Problem statement → The data below calls for an exact copy.

Data for this task →

+++

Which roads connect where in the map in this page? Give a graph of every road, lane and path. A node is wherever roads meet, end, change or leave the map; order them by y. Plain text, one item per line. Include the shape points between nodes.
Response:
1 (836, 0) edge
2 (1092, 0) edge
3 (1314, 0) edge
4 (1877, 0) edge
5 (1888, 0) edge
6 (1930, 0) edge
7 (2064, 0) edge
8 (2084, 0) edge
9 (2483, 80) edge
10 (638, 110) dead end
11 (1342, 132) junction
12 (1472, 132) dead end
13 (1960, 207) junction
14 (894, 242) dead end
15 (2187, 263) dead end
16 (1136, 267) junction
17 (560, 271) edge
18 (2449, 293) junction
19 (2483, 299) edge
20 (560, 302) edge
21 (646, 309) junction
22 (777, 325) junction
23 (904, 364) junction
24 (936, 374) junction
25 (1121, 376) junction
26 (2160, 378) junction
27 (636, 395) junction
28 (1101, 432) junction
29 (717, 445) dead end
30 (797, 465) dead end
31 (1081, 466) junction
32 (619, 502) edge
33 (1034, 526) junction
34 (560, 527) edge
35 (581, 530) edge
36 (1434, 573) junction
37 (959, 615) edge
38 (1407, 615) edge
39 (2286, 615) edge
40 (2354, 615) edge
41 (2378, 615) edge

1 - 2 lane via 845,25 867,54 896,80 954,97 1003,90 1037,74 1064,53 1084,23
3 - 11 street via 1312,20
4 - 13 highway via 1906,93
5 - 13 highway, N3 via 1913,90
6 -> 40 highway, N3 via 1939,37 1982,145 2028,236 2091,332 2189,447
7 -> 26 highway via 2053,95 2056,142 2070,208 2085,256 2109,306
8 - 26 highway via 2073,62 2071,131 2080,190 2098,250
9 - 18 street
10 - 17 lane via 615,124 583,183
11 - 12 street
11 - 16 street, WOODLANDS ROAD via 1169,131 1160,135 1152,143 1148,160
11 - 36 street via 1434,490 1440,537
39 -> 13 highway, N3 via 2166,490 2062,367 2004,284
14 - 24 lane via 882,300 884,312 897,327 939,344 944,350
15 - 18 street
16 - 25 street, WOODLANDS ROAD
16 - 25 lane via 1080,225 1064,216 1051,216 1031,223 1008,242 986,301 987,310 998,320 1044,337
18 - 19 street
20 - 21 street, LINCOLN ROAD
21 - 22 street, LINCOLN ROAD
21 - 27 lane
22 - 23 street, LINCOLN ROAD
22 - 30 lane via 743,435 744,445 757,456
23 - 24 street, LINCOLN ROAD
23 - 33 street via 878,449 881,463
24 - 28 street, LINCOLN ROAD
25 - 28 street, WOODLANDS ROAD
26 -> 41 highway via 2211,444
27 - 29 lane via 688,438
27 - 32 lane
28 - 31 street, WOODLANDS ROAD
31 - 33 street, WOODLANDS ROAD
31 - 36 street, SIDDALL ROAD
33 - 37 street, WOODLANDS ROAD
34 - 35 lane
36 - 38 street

+++

Response to this task →
Which roads connect where in the map in this page? Give a graph of every road, lane and path. A node is wherever roads meet, end, change or leave the map; order them by y. Plain text, one item per line. Include the shape points between nodes.
Response:
1 (836, 0) edge
2 (1092, 0) edge
3 (1314, 0) edge
4 (1877, 0) edge
5 (1888, 0) edge
6 (1930, 0) edge
7 (2064, 0) edge
8 (2084, 0) edge
9 (2483, 80) edge
10 (638, 110) dead end
11 (1342, 132) junction
12 (1472, 132) dead end
13 (1960, 207) junction
14 (894, 242) dead end
15 (2187, 263) dead end
16 (1136, 267) junction
17 (560, 271) edge
18 (2449, 293) junction
19 (2483, 299) edge
20 (560, 302) edge
21 (646, 309) junction
22 (777, 325) junction
23 (904, 364) junction
24 (936, 374) junction
25 (1121, 376) junction
26 (2160, 378) junction
27 (636, 395) junction
28 (1101, 432) junction
29 (717, 445) dead end
30 (797, 465) dead end
31 (1081, 466) junction
32 (619, 502) edge
33 (1034, 526) junction
34 (560, 527) edge
35 (581, 530) edge
36 (1434, 573) junction
37 (959, 615) edge
38 (1407, 615) edge
39 (2286, 615) edge
40 (2354, 615) edge
41 (2378, 615) edge

1 - 2 lane via 845,25 867,54 896,80 954,97 1003,90 1037,74 1064,53 1084,23
3 - 11 street via 1312,20
4 - 13 highway via 1906,93
5 - 13 highway, N3 via 1913,90
6 -> 40 highway, N3 via 1939,37 1982,145 2028,236 2091,332 2189,447
7 -> 26 highway via 2053,95 2056,142 2070,208 2085,256 2109,306
8 - 26 highway via 2073,62 2071,131 2080,190 2098,250
9 - 18 street
10 - 17 lane via 615,124 583,183
11 - 12 street
11 - 16 street, WOODLANDS ROAD via 1169,131 1160,135 1152,143 1148,160
11 - 36 street via 1434,490 1440,537
39 -> 13 highway, N3 via 2166,490 2062,367 2004,284
14 - 24 lane via 882,300 884,312 897,327 939,344 944,350
15 - 18 street
16 - 25 street, WOODLANDS ROAD
16 - 25 lane via 1080,225 1064,216 1051,216 1031,223 1008,242 986,301 987,310 998,320 1044,337
18 - 19 street
20 - 21 street, LINCOLN ROAD
21 - 22 street, LINCOLN ROAD
21 - 27 lane
22 - 23 street, LINCOLN ROAD
22 - 30 lane via 743,435 744,445 757,456
23 - 24 street, LINCOLN ROAD
23 - 33 street via 878,449 881,463
24 - 28 street, LINCOLN ROAD
25 - 28 street, WOODLANDS ROAD
26 -> 41 highway via 2211,444
27 - 29 lane via 688,438
27 - 32 lane
28 - 31 street, WOODLANDS ROAD
31 - 33 street, WOODLANDS ROAD
31 - 36 street, SIDDALL ROAD
33 - 37 street, WOODLANDS ROAD
34 - 35 lane
36 - 38 street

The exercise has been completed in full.